While Masiyiwa waited to gain the government's
approval for operations in Zimbabwe, he was able to start a cell phone network
in neighboring Botswana. Econet Wireless Holdings then established a presence
in over 15 countries, including other African nations, New Zealand, and the
United Kingdom. The company also diversified into satellite communications,
fixed-line telephone services, and Internet service.
Masiyiwa decided to relocate his family and the
Econet headquarters to the Republic of South Africa in 2000. Some observers
suggested that he was going into exile from his homeland once again. Masiyiwa
himself said simply that South Africa was the best place from which to launch a
multinational corporation because it had the continent's most vibrant economy.

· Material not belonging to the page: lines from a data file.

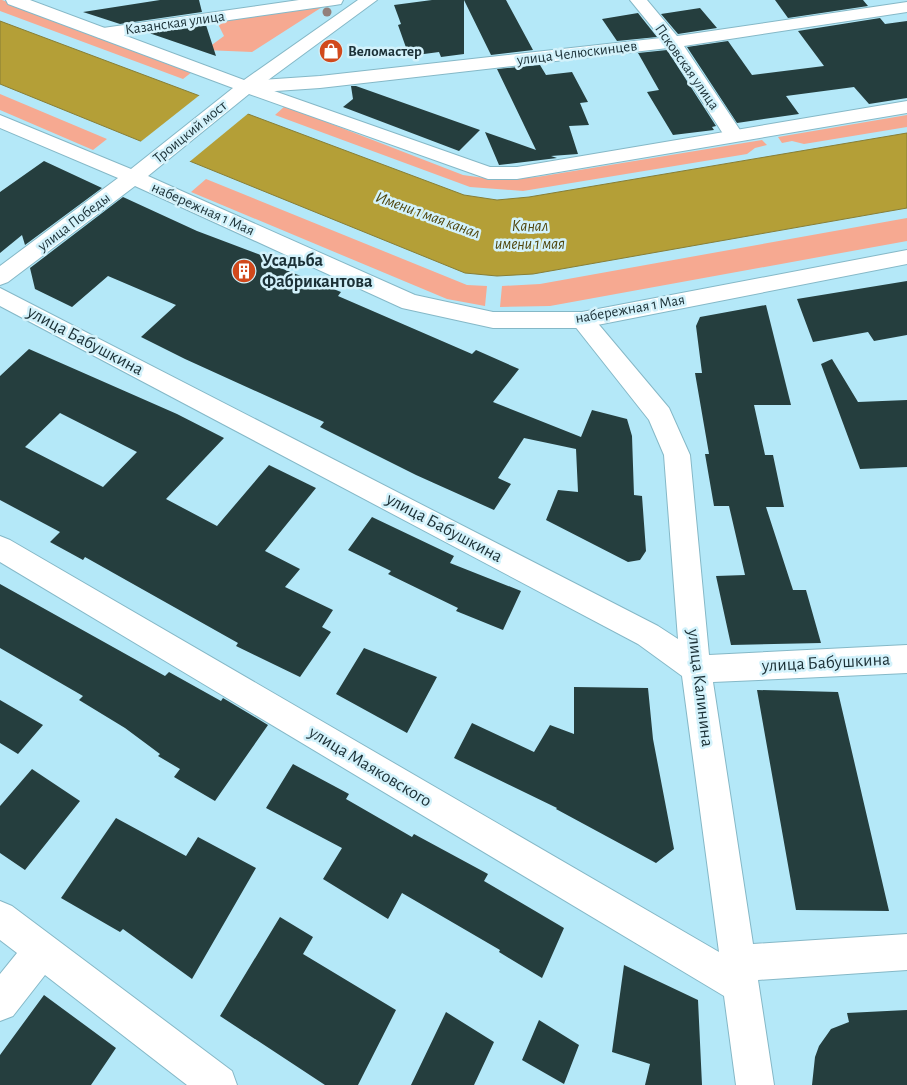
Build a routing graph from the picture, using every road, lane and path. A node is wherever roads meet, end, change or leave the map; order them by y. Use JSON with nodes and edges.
{"nodes":[{"id":1,"x":14,"y":0,"type":"edge"},
{"id":2,"x":335,"y":0,"type":"edge"},
{"id":3,"x":369,"y":0,"type":"edge"},
{"id":4,"x":638,"y":0,"type":"edge"},
{"id":5,"x":907,"y":8,"type":"edge"},
{"id":6,"x":103,"y":33,"type":"junction"},
{"id":7,"x":673,"y":42,"type":"junction"},
{"id":8,"x":239,"y":92,"type":"junction"},
{"id":9,"x":907,"y":107,"type":"edge"},
{"id":10,"x":0,"y":121,"type":"edge"},
{"id":11,"x":734,"y":136,"type":"junction"},
{"id":12,"x":141,"y":172,"type":"junction"},
{"id":13,"x":907,"y":257,"type":"edge"},
{"id":14,"x":0,"y":277,"type":"edge"},
{"id":15,"x":0,"y":296,"type":"edge"},
{"id":16,"x":582,"y":320,"type":"junction"},
{"id":17,"x":0,"y":548,"type":"edge"},
{"id":18,"x":907,"y":659,"type":"edge"},
{"id":19,"x":696,"y":669,"type":"junction"},
{"id":20,"x":0,"y":918,"type":"edge"},
{"id":21,"x":42,"y":950,"type":"junction"},
{"id":22,"x":907,"y":952,"type":"edge"},
{"id":23,"x":739,"y":974,"type":"junction"},
{"id":24,"x":0,"y":1002,"type":"edge"},
{"id":25,"x":218,"y":1085,"type":"edge"},
{"id":26,"x":755,"y":1085,"type":"edge"}],
"edges":[{"from":1,"to":6,"type":"street"},
{"from":2,"to":6,"type":"street","name":"Казанская улица"},
{"from":3,"to":8,"type":"street","name":"Троицкий мост"},
{"from":4,"to":7,"type":"street","name":"Псковская улица"},
{"from":5,"to":7,"type":"street","name":"улица Челюскинцев"},
{"from":6,"to":8,"type":"street"},
{"from":7,"to":8,"type":"street","name":"улица Челюскинцев"},
{"from":7,"to":11,"type":"street","name":"Псковская улица"},
{"from":8,"to":11,"type":"street"},
{"from":8,"to":12,"type":"street","name":"Троицкий мост"},
{"from":9,"to":11,"type":"street"},
{"from":10,"to":12,"type":"street","name":"набережная 1 Мая"},
{"from":12,"to":14,"type":"street","name":"улица Победы"},
{"from":12,"to":16,"type":"street","name":"набережная 1 Мая"},
{"from":13,"to":16,"type":"street","name":"набережная 1 Мая"},
{"from":15,"to":19,"type":"street","name":"улица Бабушкина"},
{"from":16,"to":19,"type":"street","name":"улица Калинина"},
{"from":17,"to":23,"type":"street","name":"улица Маяковского"},
{"from":18,"to":19,"type":"street","name":"улица Бабушкина"},
{"from":19,"to":23,"type":"street","name":"улица Калинина"},
{"from":20,"to":21,"type":"street"},
{"from":21,"to":24,"type":"street"},
{"from":21,"to":25,"type":"street"},
{"from":22,"to":23,"type":"street"},
{"from":23,"to":26,"type":"street","name":"улица Калинина"}]}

Masiyiwa further antagonized the Zimbabwe
government when TSMH bailed out the financially strapped opposition newspaper,
the Daily News . Masiyiwa eventually became a major shareholder in the
newspaper's parent company, Associated Newspapers of Zimbabwe, as well as the
company's chairman. The government responded by shutting down the newspaper in
the fall of 2003. The paper continued to publish sporadically, though, through
early 2004, and maintained an online version from South Africa. Masiyiwa sued
for permission to restart the presses in Zimbabwe. The Zimbabwean government
countered by starting criminal proceedings against four Daily News directors in
June 2004 on charges of illegally publishing the paper without a license.
Government officials also threatened to revoke Econet's license to operate in
Zimbabwe at that time.
The board of directors of Econet Wireless Nigeria
(EWN), a company in which Masiyiwa held a stake, ousted him in 2003 when he
failed to acquire necessary financing. A critic told South Africa's Financial
Mail that Masiyiwa "'talks up a storm' but often falls short on his
promises to raise capital" (December 5, 2003). The board turned instead to
Vodacom, a large South African telecommunications firm, which agreed to provide
capital in return for management rights. According to the New York Times ,
however, Masiyiwa vowed to regain control of EWN. He said, "We've taken on
Goliaths before" (January 15, 2004).
"Strive is driven by focus, determination and
passion," Norman Nyazema told the Financial Mail . "Failure is not an
option, no matter how many obstacles are thrown in his way" (December 5,
2003). Nyazema, who was a professor of pharmacology at South Africa's
University of the North and chairman of Econet Wireless Zimbabwe (EWZ), had gone
to school with Masiyiwa.
In the early months of 2004 Econet signed a 50/50
joint-venture agreement with Allied Technology (Altech), a South African
information technology company. With Altech's capital and Econet's experience
in telecommunications, the new company—dubbed Newco—announced its intention to
pursue an aggressive expansion strategy in the developing countries of Africa
and Asia.
Masiyiwa became a role model for other young
African entrepreneurs through his vision and persistence. He won numerous
national and international honors, including a place on Time magazine's list of
the world's most promising young executives in 2002. Masiyiwa attributed his
success in part to the ethical integrity he developed through the devotional
practice of reading the Bible for an hour every morning. He served on the
boards of such international development agencies as the Southern African
Enterprise Development Fund and the Rockefeller Foundation. He and his wife
Tsitsi also founded and funded a charitable trust that had provided
scholarships for more than five thousand AIDS orphans as of 2003.